**EXERCISE BRIEF**. A single number is the answer: the count of lines in the records that hold the word "main".

##############################

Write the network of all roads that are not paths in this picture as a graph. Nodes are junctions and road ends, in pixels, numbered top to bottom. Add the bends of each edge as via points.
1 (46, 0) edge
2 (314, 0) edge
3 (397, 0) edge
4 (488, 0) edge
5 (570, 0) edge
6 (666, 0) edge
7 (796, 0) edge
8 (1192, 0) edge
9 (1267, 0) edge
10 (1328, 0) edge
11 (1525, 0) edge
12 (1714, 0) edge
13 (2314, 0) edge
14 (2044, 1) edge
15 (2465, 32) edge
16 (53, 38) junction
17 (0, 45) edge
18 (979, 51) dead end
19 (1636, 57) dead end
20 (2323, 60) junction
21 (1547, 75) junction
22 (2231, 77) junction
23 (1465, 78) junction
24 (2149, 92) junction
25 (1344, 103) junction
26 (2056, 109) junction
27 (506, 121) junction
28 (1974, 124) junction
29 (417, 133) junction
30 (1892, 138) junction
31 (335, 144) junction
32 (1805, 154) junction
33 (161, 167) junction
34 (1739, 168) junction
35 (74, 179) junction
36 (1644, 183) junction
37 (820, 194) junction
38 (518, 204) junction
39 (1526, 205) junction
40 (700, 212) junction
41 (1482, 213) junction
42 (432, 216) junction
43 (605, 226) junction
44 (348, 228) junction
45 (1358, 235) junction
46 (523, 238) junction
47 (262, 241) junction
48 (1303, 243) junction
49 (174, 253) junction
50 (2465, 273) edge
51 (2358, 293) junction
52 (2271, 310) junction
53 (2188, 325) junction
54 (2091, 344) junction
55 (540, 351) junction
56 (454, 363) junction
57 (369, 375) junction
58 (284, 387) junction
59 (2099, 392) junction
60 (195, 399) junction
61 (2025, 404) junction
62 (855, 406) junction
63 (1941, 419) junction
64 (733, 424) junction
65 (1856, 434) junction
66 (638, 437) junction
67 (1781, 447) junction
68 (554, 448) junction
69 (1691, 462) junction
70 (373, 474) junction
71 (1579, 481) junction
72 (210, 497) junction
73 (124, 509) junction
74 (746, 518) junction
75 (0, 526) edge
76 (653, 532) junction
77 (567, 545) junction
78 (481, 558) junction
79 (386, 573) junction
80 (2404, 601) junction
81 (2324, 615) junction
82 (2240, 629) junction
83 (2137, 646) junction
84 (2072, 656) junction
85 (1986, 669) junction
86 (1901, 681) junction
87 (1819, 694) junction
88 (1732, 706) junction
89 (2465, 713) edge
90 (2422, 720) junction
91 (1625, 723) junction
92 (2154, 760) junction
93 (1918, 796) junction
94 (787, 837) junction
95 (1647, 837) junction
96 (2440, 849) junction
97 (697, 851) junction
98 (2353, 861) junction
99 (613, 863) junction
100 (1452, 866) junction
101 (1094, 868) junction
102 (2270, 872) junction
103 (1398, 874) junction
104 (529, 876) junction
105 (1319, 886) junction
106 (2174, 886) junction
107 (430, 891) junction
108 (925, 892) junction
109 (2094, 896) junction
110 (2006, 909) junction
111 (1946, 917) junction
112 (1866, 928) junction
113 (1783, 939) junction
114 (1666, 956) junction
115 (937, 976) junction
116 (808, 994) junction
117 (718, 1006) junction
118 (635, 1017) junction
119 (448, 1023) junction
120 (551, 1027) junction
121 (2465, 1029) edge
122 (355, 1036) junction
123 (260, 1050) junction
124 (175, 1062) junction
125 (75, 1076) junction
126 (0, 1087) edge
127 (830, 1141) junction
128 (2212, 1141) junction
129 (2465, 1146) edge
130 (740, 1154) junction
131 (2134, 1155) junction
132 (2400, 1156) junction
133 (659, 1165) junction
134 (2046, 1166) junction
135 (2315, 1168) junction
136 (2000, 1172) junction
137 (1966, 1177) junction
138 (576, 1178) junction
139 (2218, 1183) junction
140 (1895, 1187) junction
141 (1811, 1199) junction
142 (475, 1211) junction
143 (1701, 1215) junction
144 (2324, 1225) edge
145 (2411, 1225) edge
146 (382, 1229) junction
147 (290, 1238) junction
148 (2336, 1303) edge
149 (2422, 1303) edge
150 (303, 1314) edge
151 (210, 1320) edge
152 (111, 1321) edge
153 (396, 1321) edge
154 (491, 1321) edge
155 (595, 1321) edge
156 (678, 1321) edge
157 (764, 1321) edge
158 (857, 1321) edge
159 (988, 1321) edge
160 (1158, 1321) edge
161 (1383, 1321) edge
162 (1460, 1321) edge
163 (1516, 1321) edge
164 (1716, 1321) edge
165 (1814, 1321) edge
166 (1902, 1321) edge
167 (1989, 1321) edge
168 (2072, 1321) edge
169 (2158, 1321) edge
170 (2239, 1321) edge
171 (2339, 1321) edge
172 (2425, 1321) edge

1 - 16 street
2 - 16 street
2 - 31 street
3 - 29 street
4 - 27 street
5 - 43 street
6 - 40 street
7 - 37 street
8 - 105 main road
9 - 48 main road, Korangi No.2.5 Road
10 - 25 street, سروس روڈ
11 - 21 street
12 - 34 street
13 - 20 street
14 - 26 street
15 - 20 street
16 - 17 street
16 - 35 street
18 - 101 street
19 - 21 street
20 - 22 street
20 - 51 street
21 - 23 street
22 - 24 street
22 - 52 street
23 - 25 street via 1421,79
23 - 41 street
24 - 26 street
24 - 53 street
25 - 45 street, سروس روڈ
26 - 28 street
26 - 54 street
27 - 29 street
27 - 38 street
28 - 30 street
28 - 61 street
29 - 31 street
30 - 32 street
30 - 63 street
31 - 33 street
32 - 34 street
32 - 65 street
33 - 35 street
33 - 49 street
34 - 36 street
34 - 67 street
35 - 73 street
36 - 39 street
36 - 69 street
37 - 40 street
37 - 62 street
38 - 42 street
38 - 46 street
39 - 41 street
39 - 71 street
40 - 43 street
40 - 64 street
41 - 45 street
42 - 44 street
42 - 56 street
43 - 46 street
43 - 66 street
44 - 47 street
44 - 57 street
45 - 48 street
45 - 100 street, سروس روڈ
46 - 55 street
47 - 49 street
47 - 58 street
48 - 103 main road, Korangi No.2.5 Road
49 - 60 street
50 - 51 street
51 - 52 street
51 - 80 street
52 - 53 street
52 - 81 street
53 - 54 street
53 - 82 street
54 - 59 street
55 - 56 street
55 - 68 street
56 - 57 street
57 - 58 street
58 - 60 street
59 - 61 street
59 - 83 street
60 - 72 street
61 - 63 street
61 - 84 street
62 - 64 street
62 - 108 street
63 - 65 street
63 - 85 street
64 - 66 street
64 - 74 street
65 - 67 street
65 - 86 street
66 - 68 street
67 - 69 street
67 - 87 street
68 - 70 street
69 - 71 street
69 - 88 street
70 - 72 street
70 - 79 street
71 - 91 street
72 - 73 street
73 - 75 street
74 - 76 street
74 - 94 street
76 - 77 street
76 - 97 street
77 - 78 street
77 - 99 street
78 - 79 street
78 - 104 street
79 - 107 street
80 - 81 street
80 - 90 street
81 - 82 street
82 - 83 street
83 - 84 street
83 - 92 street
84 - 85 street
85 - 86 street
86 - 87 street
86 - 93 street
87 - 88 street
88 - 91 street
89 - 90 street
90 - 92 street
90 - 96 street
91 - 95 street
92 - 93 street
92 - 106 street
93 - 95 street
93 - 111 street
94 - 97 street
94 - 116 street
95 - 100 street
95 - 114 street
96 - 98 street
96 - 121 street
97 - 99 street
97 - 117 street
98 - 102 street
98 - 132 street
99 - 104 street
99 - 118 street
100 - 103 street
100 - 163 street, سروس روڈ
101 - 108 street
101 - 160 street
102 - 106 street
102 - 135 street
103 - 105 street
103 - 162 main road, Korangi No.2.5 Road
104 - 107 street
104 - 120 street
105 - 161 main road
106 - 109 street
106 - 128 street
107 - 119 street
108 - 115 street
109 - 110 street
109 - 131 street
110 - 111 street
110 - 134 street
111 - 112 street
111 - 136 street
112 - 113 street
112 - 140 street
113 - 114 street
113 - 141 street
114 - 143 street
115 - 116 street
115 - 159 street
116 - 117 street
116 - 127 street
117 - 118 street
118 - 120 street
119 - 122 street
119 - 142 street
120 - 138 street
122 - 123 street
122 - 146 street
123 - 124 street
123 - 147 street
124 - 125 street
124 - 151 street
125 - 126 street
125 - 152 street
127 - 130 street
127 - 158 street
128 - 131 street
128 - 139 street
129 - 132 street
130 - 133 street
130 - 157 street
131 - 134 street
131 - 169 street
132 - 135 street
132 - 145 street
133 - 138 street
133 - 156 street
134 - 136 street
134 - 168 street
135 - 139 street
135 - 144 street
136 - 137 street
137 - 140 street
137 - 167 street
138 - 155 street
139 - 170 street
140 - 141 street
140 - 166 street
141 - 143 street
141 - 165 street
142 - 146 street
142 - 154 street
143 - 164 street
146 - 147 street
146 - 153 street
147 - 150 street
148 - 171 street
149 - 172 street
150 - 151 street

##############################

**RESULT FOR THIS EXERCISE**. 5